Today, every train in Manhattan is hidden under the ground. But until the mid 20th century, an entire network of elevated train lines ran up and down the city. Next month will mark the anniversary of the dismantling of the very last of these lines: the 3rd Avenue El. For 77 years, the El rattled the windows of tenement buildings and shadowed the storefronts of shop-owners. But almost nothing remains of it today. Except for the memories of the New Yorkers who were there to see it come down. Camila Kerwin reports.
KERWIN: Walter Zullig is a train guy. As a kid, he used to ride the elevated lines around New York City for fun. He worked as a legal counsel for the MTA for about 20 years. In other words, he defended trains for a living. Once upon a time, he even asked his new finacé to ride one of the elevated lines with him in Brooklyn. Like, as a date.
Suzanne Zullig: We were just engaged and he said come let’s ride the El.
Walter Zullig: Oh that was barrels of fun.
KERWIN: So, Walter Zullig loves trains. But there’s one in particular he has soft spot for. The Third Avenue El. A steel spine that ran from Lower Manhattan up into the Bronx until 1955.
Walter Zullig: Well inside the stations when you walk in, of course it was very old, and there was a change booth there, and a row of old fashioned turnstiles. These big wide, like wooden paddle type turnstiles.
Archival Film Footage: [bring up low under Zullig]
Watler Zullig: So you’d put a token in the turnstile, and it would go chuchunk! Chuchunk!
Archival Film Footage: And passengers paid a station agent to unlock a gate to let them in.
KERWIN: Old footage of the train shows exactly what he’s talking about:
Archival Film Footage: The route was past miles of tenements, giving the passengers a glimpse into every window.
Walter Zullig: Now if it was a cold day, there was a potbelly stove inside the station, and that would be stokin’ away.
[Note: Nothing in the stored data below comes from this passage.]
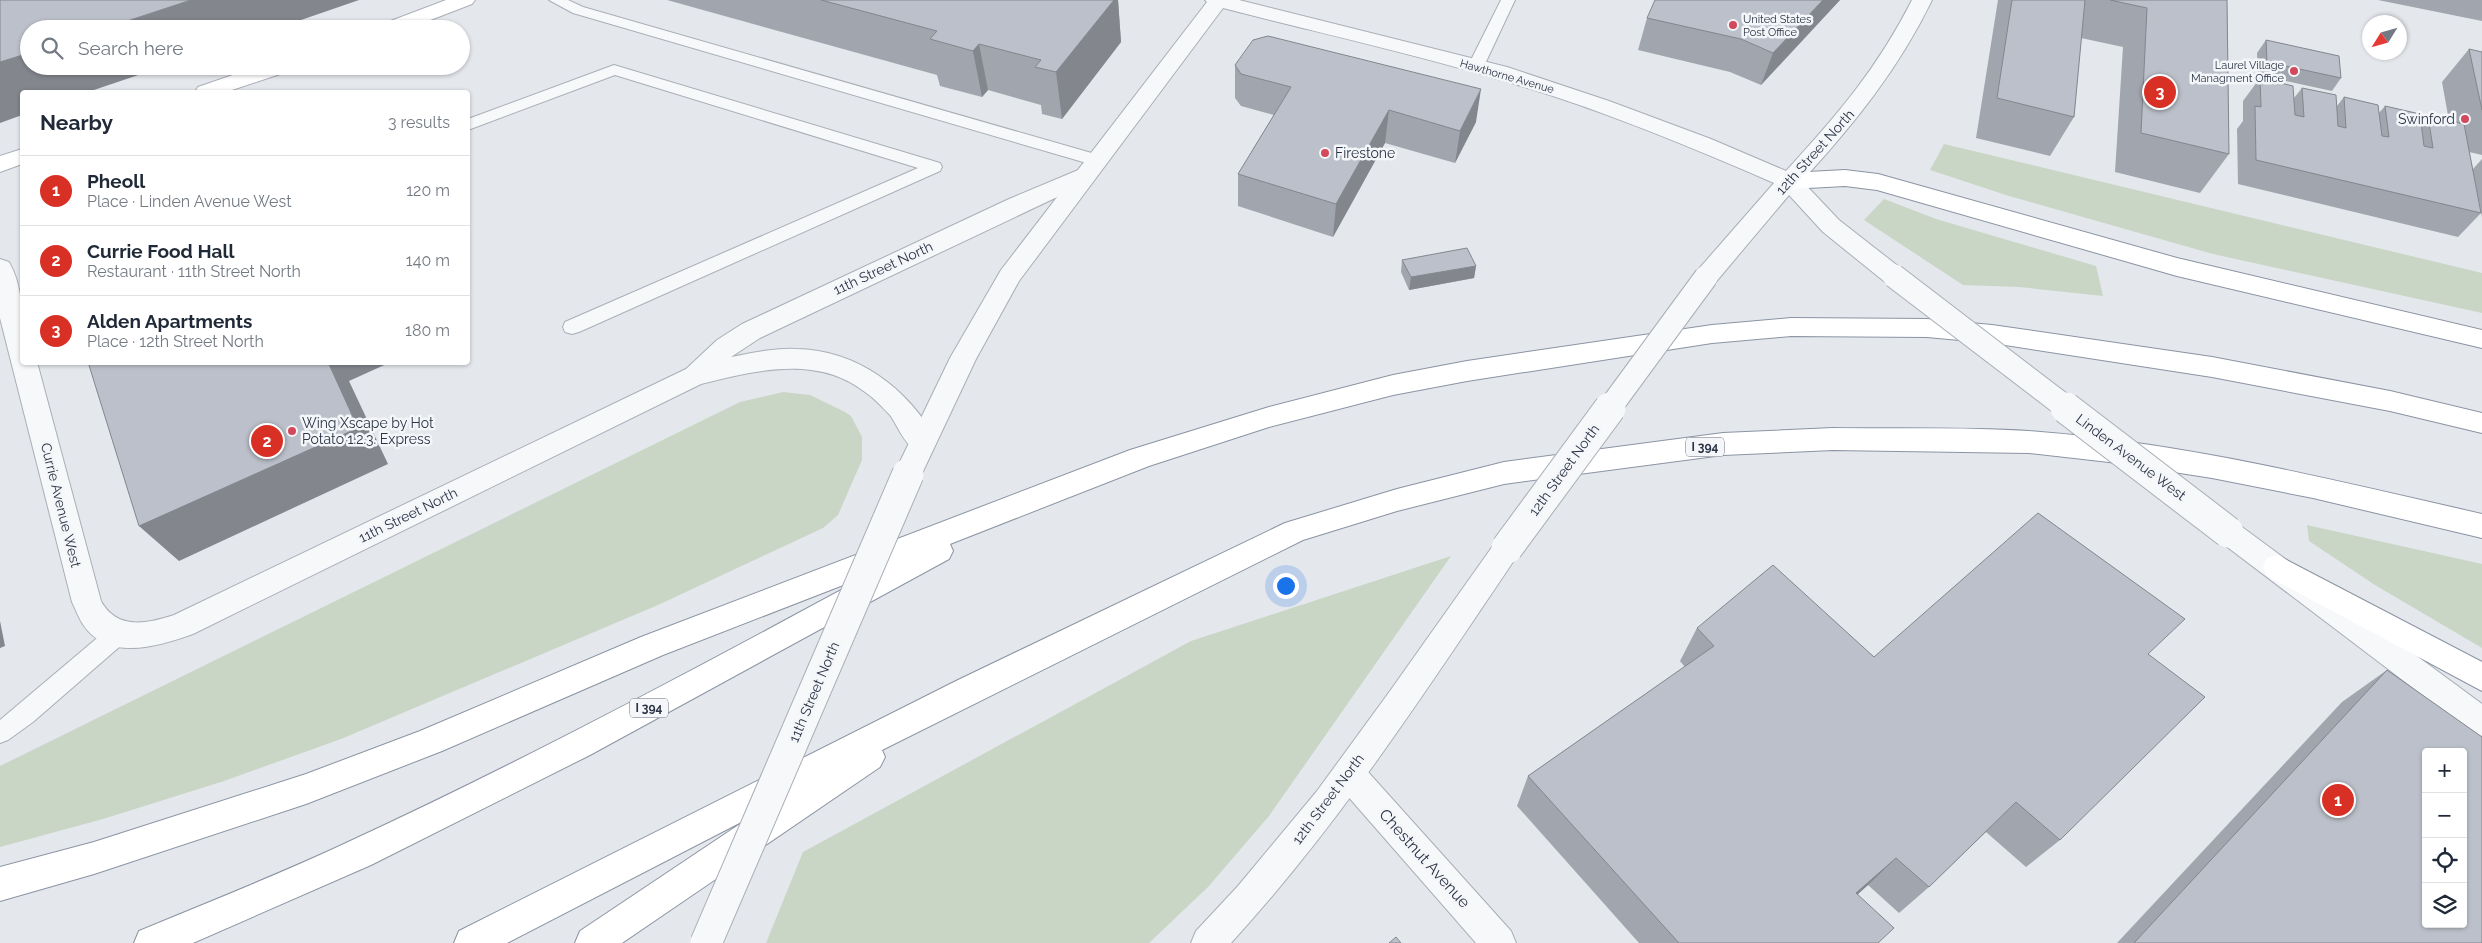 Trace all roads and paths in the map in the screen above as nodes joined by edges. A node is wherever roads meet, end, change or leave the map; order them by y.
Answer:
1 (465, 0) edge
2 (556, 0) edge
3 (1218, 0) edge
4 (1508, 0) edge
5 (1922, 0) edge
6 (411, 20) edge
7 (1476, 66) junction
8 (254, 75) edge
9 (212, 90) edge
10 (470, 125) edge
11 (20, 157) edge
12 (0, 164) edge
13 (1090, 168) junction
14 (1790, 181) junction
15 (0, 268) edge
16 (572, 327) dead end
17 (2482, 339) edge
18 (20, 348) edge
19 (25, 365) edge
20 (694, 376) junction
21 (2482, 423) edge
22 (923, 441) junction
23 (1140, 458) junction
24 (2482, 526) edge
25 (2277, 567) junction
26 (117, 635) junction
27 (2482, 677) edge
28 (967, 691) junction
29 (2482, 722) edge
30 (0, 733) edge
31 (1349, 774) junction
32 (0, 884) edge
33 (151, 943) edge
34 (471, 943) edge
35 (592, 943) edge
36 (706, 943) edge
37 (1208, 943) edge
38 (1499, 943) edge

1 - 6 main road
2 - 13 lane
3 - 7 street, Hawthorne Avenue
3 - 13 street, 11th Street North
4 - 7 lane
5 - 14 street, 12th Street North
7 - 14 street, Hawthorne Avenue
8 - 9 main road
10 - 16 lane
11 - 12 main road
13 - 20 street, 11th Street North
13 - 22 street, 11th Street North
14 - 17 main road
14 - 25 street, Linden Avenue West, bridge
14 - 31 street, 12th Street North, bridge
15 - 18 street
19 - 26 street, Currie Avenue West
20 - 22 street, 11th Street North
20 - 26 street, 11th Street North
21 - 23 main road, I 394
22 - 36 street, 11th Street North, bridge
23 - 32 main road
23 - 33 main road, I 394
24 - 28 main road, I 394
25 - 27 main road
25 - 29 street, Linden Avenue West
26 - 30 lane
28 - 34 main road, I 394
28 - 35 main road
31 - 37 street, 12th Street North
31 - 38 street, Chestnut Avenue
And the train would come rumbling in and basically they looked like wooden cars but they did have some steel in them.
Archival Film Footage: [train sound, then fade]
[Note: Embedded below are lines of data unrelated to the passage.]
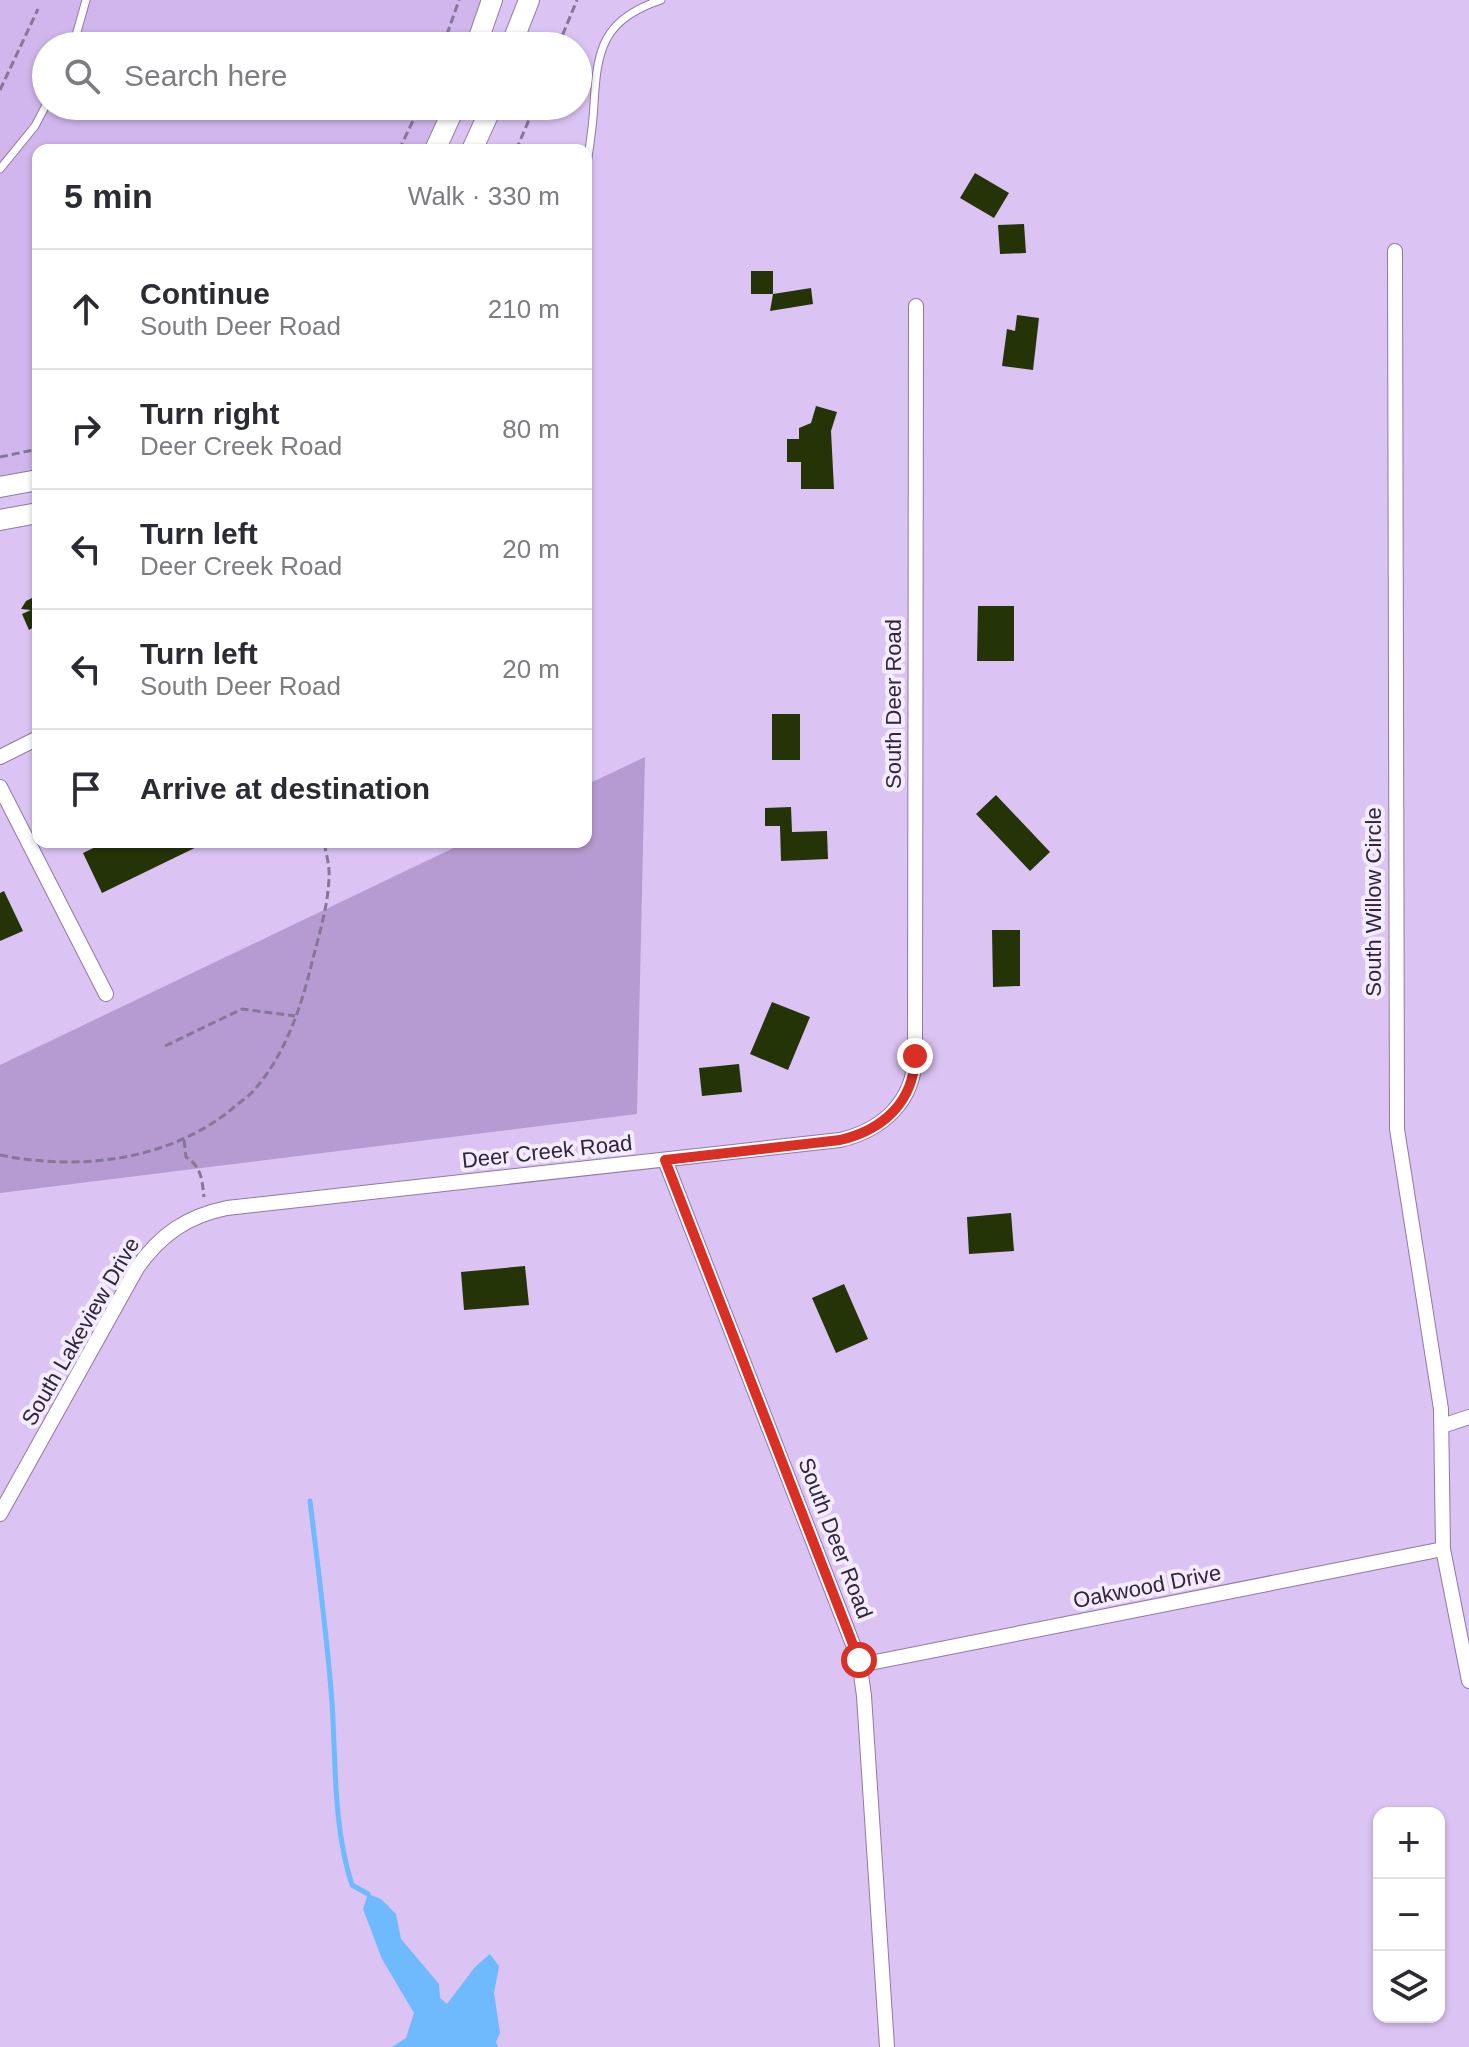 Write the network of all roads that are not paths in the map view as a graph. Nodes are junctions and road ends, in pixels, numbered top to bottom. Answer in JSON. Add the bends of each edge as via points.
{"nodes":[{"id":1,"x":86,"y":0,"type":"edge"},
{"id":2,"x":492,"y":0,"type":"edge"},
{"id":3,"x":529,"y":0,"type":"edge"},
{"id":4,"x":661,"y":0,"type":"edge"},
{"id":5,"x":77,"y":32,"type":"edge"},
{"id":6,"x":481,"y":32,"type":"edge"},
{"id":7,"x":516,"y":32,"type":"edge"},
{"id":8,"x":38,"y":120,"type":"edge"},
{"id":9,"x":449,"y":120,"type":"edge"},
{"id":10,"x":486,"y":120,"type":"edge"},
{"id":11,"x":438,"y":144,"type":"edge"},
{"id":12,"x":475,"y":144,"type":"edge"},
{"id":13,"x":589,"y":144,"type":"edge"},
{"id":14,"x":0,"y":169,"type":"edge"},
{"id":15,"x":1395,"y":251,"type":"dead end"},
{"id":16,"x":916,"y":306,"type":"dead end"},
{"id":17,"x":32,"y":481,"type":"edge"},
{"id":18,"x":0,"y":487,"type":"edge"},
{"id":19,"x":32,"y":514,"type":"edge"},
{"id":20,"x":0,"y":520,"type":"edge"},
{"id":21,"x":32,"y":741,"type":"edge"},
{"id":22,"x":0,"y":757,"type":"edge"},
{"id":23,"x":0,"y":787,"type":"edge"},
{"id":24,"x":106,"y":994,"type":"dead end"},
{"id":25,"x":903,"y":1100,"type":"joint"},
{"id":26,"x":665,"y":1160,"type":"junction"},
{"id":27,"x":184,"y":1222,"type":"joint"},
{"id":28,"x":1469,"y":1417,"type":"edge"},
{"id":29,"x":1442,"y":1426,"type":"junction"},
{"id":30,"x":0,"y":1514,"type":"edge"},
{"id":31,"x":1443,"y":1549,"type":"junction"},
{"id":32,"x":860,"y":1665,"type":"junction"},
{"id":33,"x":1469,"y":1681,"type":"edge"},
{"id":34,"x":887,"y":2047,"type":"edge"}],
"edges":[{"from":1,"to":5,"type":"lane"},
{"from":2,"to":6,"type":"street"},
{"from":3,"to":7,"type":"street"},
{"from":4,"to":13,"type":"lane","via":[[625,16],[602,46]]},
{"from":8,"to":14,"type":"lane"},
{"from":9,"to":11,"type":"street"},
{"from":10,"to":12,"type":"street"},
{"from":15,"to":29,"type":"street","name":"South Willow Circle","via":[[1395,1085],[1401,1163]]},
{"from":16,"to":25,"type":"street","name":"South Deer Road","via":[[915,1056]]},
{"from":17,"to":18,"type":"street"},
{"from":19,"to":20,"type":"street"},
{"from":21,"to":22,"type":"street"},
{"from":23,"to":24,"type":"street"},
{"from":25,"to":26,"type":"street","name":"Deer Creek Road","via":[[877,1126],[840,1140]]},
{"from":26,"to":27,"type":"street","name":"Deer Creek Road","via":[[209,1212]]},
{"from":26,"to":32,"type":"street","name":"South Deer Road"},
{"from":27,"to":30,"type":"street","name":"South Lakeview Drive","via":[[164,1235],[137,1268]]},
{"from":28,"to":29,"type":"street"},
{"from":29,"to":31,"type":"street","name":"South Willow Circle"},
{"from":31,"to":32,"type":"street","name":"Oakwood Drive"},
{"from":31,"to":33,"type":"street","name":"South Willow Circle"},
{"from":32,"to":34,"type":"street","name":"South Deer Road"}]}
KERWIN: The 3rd Avenue El ran for 77 years. Imagine reaching your arm out the window of your tiny New York City apartment and being able to touch a passing train. That was what the presence of the El was like.
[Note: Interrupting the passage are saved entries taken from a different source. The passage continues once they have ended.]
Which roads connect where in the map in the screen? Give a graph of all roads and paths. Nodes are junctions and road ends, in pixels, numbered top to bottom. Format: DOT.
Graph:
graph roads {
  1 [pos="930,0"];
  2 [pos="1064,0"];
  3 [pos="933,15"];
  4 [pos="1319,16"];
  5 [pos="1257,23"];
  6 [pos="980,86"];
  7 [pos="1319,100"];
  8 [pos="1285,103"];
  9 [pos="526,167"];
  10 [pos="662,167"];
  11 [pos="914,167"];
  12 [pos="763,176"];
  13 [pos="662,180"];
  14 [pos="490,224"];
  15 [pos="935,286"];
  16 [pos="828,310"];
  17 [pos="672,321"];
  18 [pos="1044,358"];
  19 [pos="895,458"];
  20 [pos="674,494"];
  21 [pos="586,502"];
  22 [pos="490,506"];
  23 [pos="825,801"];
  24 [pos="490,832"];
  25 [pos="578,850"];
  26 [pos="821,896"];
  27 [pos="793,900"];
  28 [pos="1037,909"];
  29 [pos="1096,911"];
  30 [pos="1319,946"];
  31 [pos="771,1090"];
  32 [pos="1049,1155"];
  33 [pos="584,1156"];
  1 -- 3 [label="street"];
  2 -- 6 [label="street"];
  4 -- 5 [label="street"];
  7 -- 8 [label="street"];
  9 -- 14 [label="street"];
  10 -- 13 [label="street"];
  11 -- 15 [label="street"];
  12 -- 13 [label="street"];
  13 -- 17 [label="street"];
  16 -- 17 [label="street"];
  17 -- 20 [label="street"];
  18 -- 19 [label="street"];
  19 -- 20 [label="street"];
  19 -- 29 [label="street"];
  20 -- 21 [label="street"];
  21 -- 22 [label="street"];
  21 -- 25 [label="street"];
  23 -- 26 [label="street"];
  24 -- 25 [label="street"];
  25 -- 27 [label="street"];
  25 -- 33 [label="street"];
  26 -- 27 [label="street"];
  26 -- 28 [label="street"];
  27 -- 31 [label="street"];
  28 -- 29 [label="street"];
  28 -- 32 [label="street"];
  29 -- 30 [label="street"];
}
But by the mid 20th century, the structure was falling apart, and it would have been extremely expensive to fix. Ridership was down. People complained that the train was loud, and dirty, and dark. So, New York City decided to do to the 3rd Avenue El what it had already done to every other el. Tear it down.
Walter Zullig: 6th Avenue, and 9th Avenue, they had subways to replace those els. And 3rd Avenue they just tore it down, and there really was no replacement.
KERWIN: No replacement, even though the city had promised a replacement for years. A 2nd Avenue Subway. The same 2nd Avenue Subway that just opened this past December, 7 decades after it was first promised.
Richard Solomon: It takes 70 years to get anything done in cities and transportation. That’s why I got into computers.
KERWIN: That’s Richard Solomon. In the 60s, before he got into computers, he was an urban planner in New York. He’s written a lot about city transit. And he says, the reason the city went ahead and demolished the train without a replacement? It boiled down to the same reason anything big ever happens in New York: real estate, and money.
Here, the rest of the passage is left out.